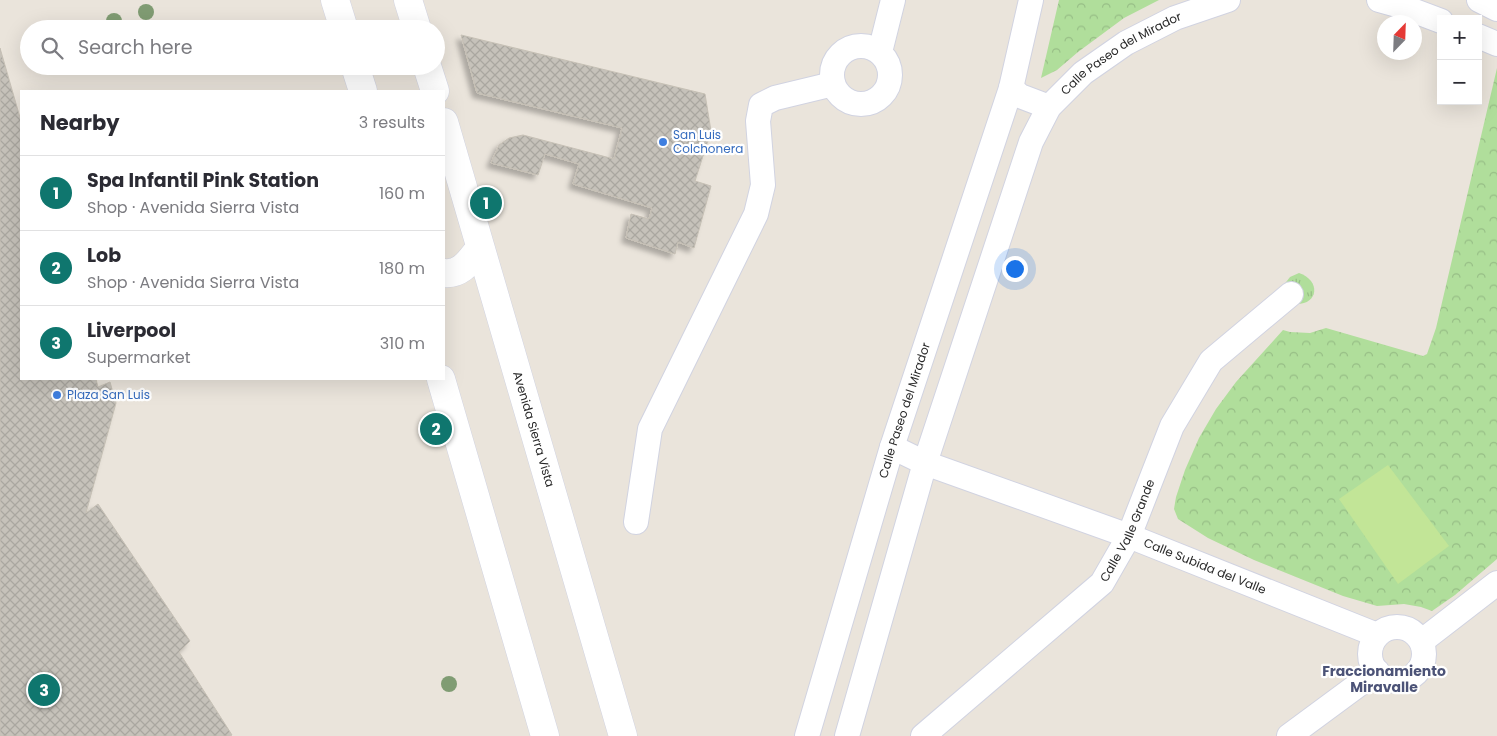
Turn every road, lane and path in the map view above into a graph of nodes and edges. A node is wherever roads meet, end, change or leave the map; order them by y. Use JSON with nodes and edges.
{"nodes":[{"id":1,"x":334,"y":0,"type":"edge"},
{"id":2,"x":408,"y":0,"type":"edge"},
{"id":3,"x":893,"y":0,"type":"edge"},
{"id":4,"x":1031,"y":0,"type":"edge"},
{"id":5,"x":1228,"y":0,"type":"edge"},
{"id":6,"x":1379,"y":0,"type":"edge"},
{"id":7,"x":1479,"y":0,"type":"edge"},
{"id":8,"x":1497,"y":9,"type":"edge"},
{"id":9,"x":1437,"y":19,"type":"edge"},
{"id":10,"x":341,"y":20,"type":"edge"},
{"id":11,"x":414,"y":20,"type":"edge"},
{"id":12,"x":1482,"y":38,"type":"edge"},
{"id":13,"x":1497,"y":44,"type":"edge"},
{"id":14,"x":880,"y":52,"type":"junction"},
{"id":15,"x":358,"y":75,"type":"edge"},
{"id":16,"x":431,"y":75,"type":"edge"},
{"id":17,"x":833,"y":84,"type":"junction"},
{"id":18,"x":1011,"y":88,"type":"junction"},
{"id":19,"x":363,"y":90,"type":"edge"},
{"id":20,"x":435,"y":90,"type":"edge"},
{"id":21,"x":1049,"y":107,"type":"junction"},
{"id":22,"x":445,"y":126,"type":"edge"},
{"id":23,"x":962,"y":236,"type":"junction"},
{"id":24,"x":997,"y":247,"type":"junction"},
{"id":25,"x":480,"y":248,"type":"junction"},
{"id":26,"x":445,"y":273,"type":"edge"},
{"id":27,"x":1291,"y":294,"type":"dead end"},
{"id":28,"x":441,"y":380,"type":"edge"},
{"id":29,"x":892,"y":447,"type":"junction"},
{"id":30,"x":925,"y":463,"type":"junction"},
{"id":31,"x":636,"y":522,"type":"dead end"},
{"id":32,"x":1129,"y":536,"type":"junction"},
{"id":33,"x":1497,"y":583,"type":"edge"},
{"id":34,"x":1377,"y":635,"type":"junction"},
{"id":35,"x":1422,"y":642,"type":"junction"},
{"id":36,"x":1377,"y":672,"type":"junction"},
{"id":37,"x":546,"y":736,"type":"edge"},
{"id":38,"x":623,"y":736,"type":"edge"},
{"id":39,"x":807,"y":736,"type":"edge"},
{"id":40,"x":847,"y":736,"type":"edge"},
{"id":41,"x":923,"y":736,"type":"edge"},
{"id":42,"x":1289,"y":736,"type":"edge"}],
"edges":[{"from":1,"to":10,"type":"street"},
{"from":2,"to":11,"type":"street"},
{"from":3,"to":14,"type":"street"},
{"from":4,"to":18,"type":"street","name":"Calle Paseo del Mirador"},
{"from":5,"to":21,"type":"street","name":"Calle Paseo del Mirador"},
{"from":6,"to":9,"type":"street"},
{"from":7,"to":8,"type":"street"},
{"from":12,"to":13,"type":"street"},
{"from":14,"to":17,"type":"street"},
{"from":14,"to":17,"type":"street"},
{"from":15,"to":19,"type":"street"},
{"from":16,"to":20,"type":"street"},
{"from":17,"to":31,"type":"street"},
{"from":18,"to":21,"type":"street"},
{"from":18,"to":23,"type":"street","name":"Calle Paseo del Mirador"},
{"from":21,"to":24,"type":"street","name":"Calle Paseo del Mirador"},
{"from":22,"to":25,"type":"street","name":"Avenida Sierra Vista"},
{"from":23,"to":24,"type":"street"},
{"from":23,"to":29,"type":"street","name":"Calle Paseo del Mirador"},
{"from":24,"to":30,"type":"street","name":"Calle Paseo del Mirador"},
{"from":25,"to":26,"type":"street"},
{"from":25,"to":38,"type":"street","name":"Avenida Sierra Vista"},
{"from":27,"to":32,"type":"street","name":"Calle Valle Grande"},
{"from":28,"to":37,"type":"street"},
{"from":29,"to":30,"type":"street","name":"Calle Subida del Valle"},
{"from":29,"to":39,"type":"street","name":"Calle Paseo del Mirador"},
{"from":30,"to":32,"type":"street","name":"Calle Subida del Valle"},
{"from":30,"to":40,"type":"street","name":"Calle Paseo del Mirador"},
{"from":32,"to":34,"type":"street","name":"Calle Subida del Valle"},
{"from":32,"to":41,"type":"street","name":"Calle Valle Grande"},
{"from":33,"to":35,"type":"street"},
{"from":34,"to":35,"type":"street"},
{"from":34,"to":36,"type":"street"},
{"from":35,"to":36,"type":"street"},
{"from":36,"to":42,"type":"street"}]}
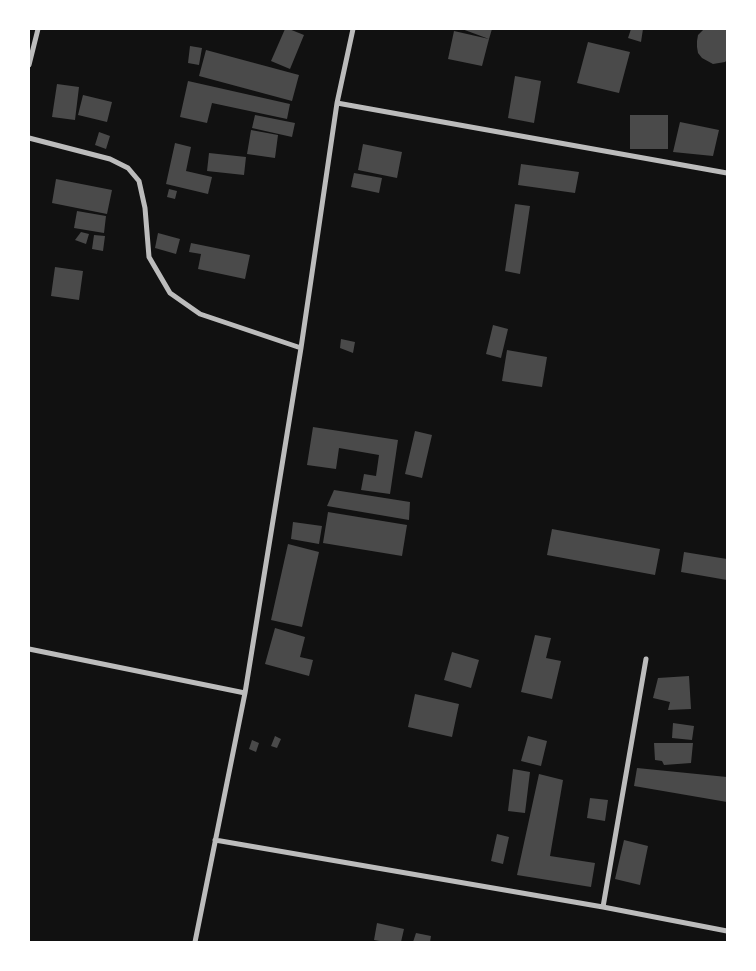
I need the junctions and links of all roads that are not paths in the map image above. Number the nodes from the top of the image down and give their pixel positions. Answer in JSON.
{"nodes":[{"id":1,"x":38,"y":29,"type":"edge"},
{"id":2,"x":353,"y":29,"type":"edge"},
{"id":3,"x":29,"y":66,"type":"edge"},
{"id":4,"x":338,"y":102,"type":"junction"},
{"id":5,"x":29,"y":138,"type":"edge"},
{"id":6,"x":727,"y":173,"type":"edge"},
{"id":7,"x":301,"y":348,"type":"junction"},
{"id":8,"x":29,"y":649,"type":"edge"},
{"id":9,"x":646,"y":659,"type":"dead end"},
{"id":10,"x":245,"y":693,"type":"junction"},
{"id":11,"x":216,"y":840,"type":"junction"},
{"id":12,"x":603,"y":907,"type":"junction"},
{"id":13,"x":727,"y":930,"type":"edge"},
{"id":14,"x":195,"y":942,"type":"edge"}],
"edges":[{"from":1,"to":3,"type":"street"},
{"from":2,"to":4,"type":"street"},
{"from":4,"to":6,"type":"street"},
{"from":4,"to":7,"type":"street"},
{"from":5,"to":7,"type":"street"},
{"from":7,"to":10,"type":"street"},
{"from":8,"to":10,"type":"street"},
{"from":9,"to":12,"type":"street"},
{"from":10,"to":11,"type":"street"},
{"from":11,"to":12,"type":"street"},
{"from":11,"to":14,"type":"street"},
{"from":12,"to":13,"type":"street"}]}
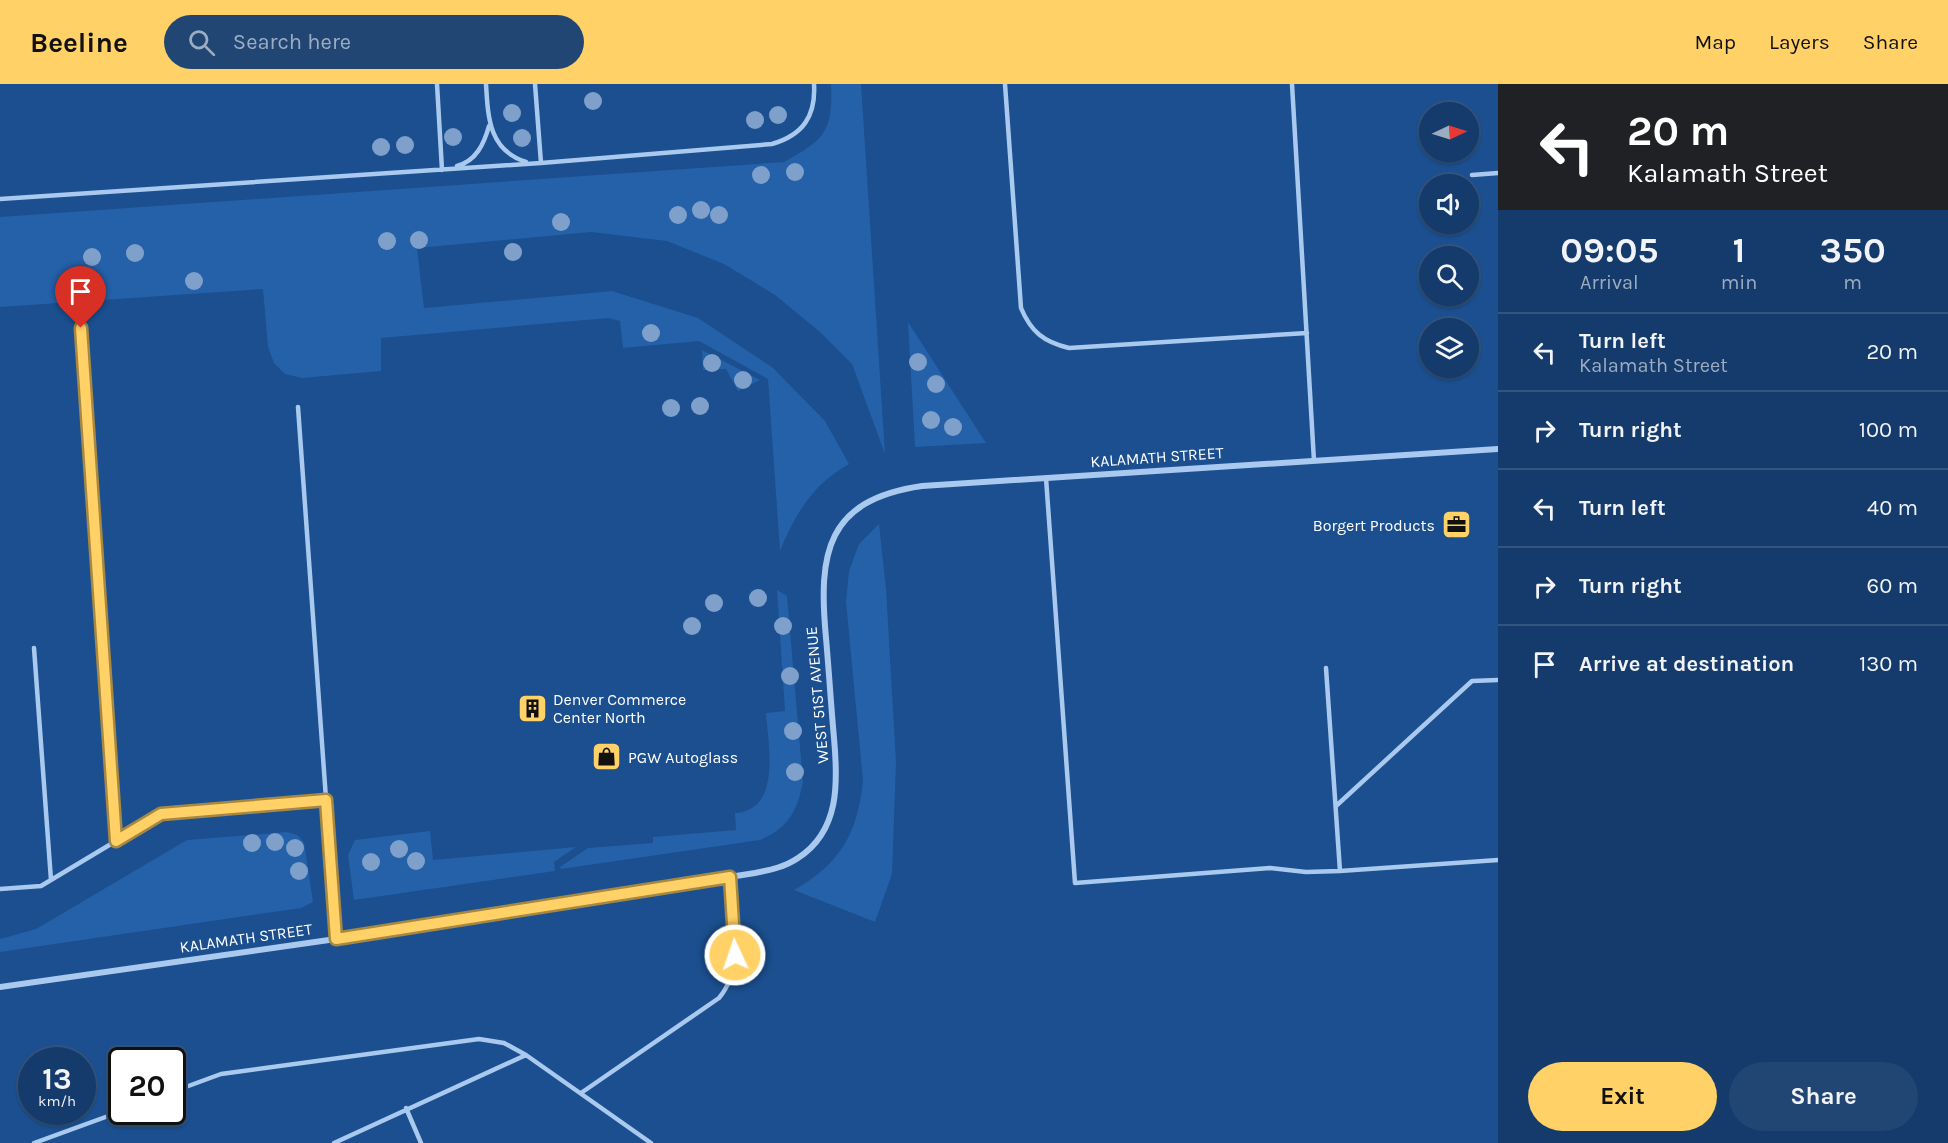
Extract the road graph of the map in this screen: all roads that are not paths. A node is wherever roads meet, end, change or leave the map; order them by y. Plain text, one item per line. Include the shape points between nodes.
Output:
1 (436, 84) edge
2 (486, 84) edge
3 (536, 84) edge
4 (814, 84) edge
5 (1005, 84) edge
6 (1292, 84) edge
7 (489, 120) junction
8 (541, 163) junction
9 (444, 169) junction
10 (1498, 173) edge
11 (1479, 174) edge
12 (0, 199) edge
13 (81, 328) dead end
14 (1307, 333) junction
15 (298, 407) dead end
16 (1498, 449) edge
17 (1314, 461) junction
18 (1046, 478) junction
19 (835, 535) joint
20 (34, 648) dead end
21 (1326, 668) dead end
22 (1498, 680) edge
23 (326, 800) junction
24 (1336, 806) junction
25 (116, 841) junction
26 (810, 848) joint
27 (1498, 860) edge
28 (1340, 871) junction
29 (730, 877) junction
30 (51, 880) junction
31 (0, 889) edge
32 (336, 939) junction
33 (0, 987) edge
34 (526, 1055) junction
35 (186, 1087) edge
36 (581, 1093) junction
37 (406, 1108) junction
38 (108, 1115) edge
39 (34, 1143) edge
40 (334, 1143) edge
41 (421, 1143) edge
42 (651, 1143) edge

1 - 9 lane
2 - 7 lane
3 - 8 lane
4 - 8 lane via 815,101 810,117 801,130 780,142
5 - 14 lane via 1021,308 1038,336 1069,348
6 - 14 lane
7 - 8 lane via 498,144 510,155 525,162
7 - 9 lane via 485,142 476,155 463,165
8 - 9 lane
9 - 12 lane
10 - 11 lane
13 - 25 lane
14 - 17 lane
15 - 23 lane
16 - 17 street, KALAMATH STREET
17 - 18 street, KALAMATH STREET
18 - 19 street, KALAMATH STREET via 904,489 856,509
18 - 28 lane via 1076,883 1270,868
19 - 26 street, WEST 51ST AVENUE via 827,553 822,590 837,786 829,821
20 - 30 lane
21 - 24 lane
22 - 24 lane via 1472,681
23 - 25 lane via 161,814
23 - 32 lane
24 - 28 lane
25 - 30 lane
26 - 29 street, KALAMATH STREET via 780,867
27 - 28 lane
29 - 32 street, KALAMATH STREET
29 - 36 lane via 735,962 730,985 720,998
30 - 31 lane via 41,886
32 - 33 street, KALAMATH STREET
34 - 35 lane via 504,1043 459,1040 221,1074
34 - 36 lane
34 - 37 lane
36 - 42 lane
37 - 40 lane
37 - 41 lane
38 - 39 lane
☆ ☆ ☆ ☆ ☆ ☆ ☆
> [EXERCISE INSTRUCTIONS] Scan the material above for the string "edges", returning each line that contains it.

> [YOUR RESPONSE]
Turn every road, lane and path in the map view above into a graph of nodes and edges. A node is wherever roads meet, end, change or leave the map; order them by y. Use JSON with nodes and edges.
"edges":[{"from":1,"to":10,"type":"street"},
"edges":[{"from":1,"to":3,"type":"street"},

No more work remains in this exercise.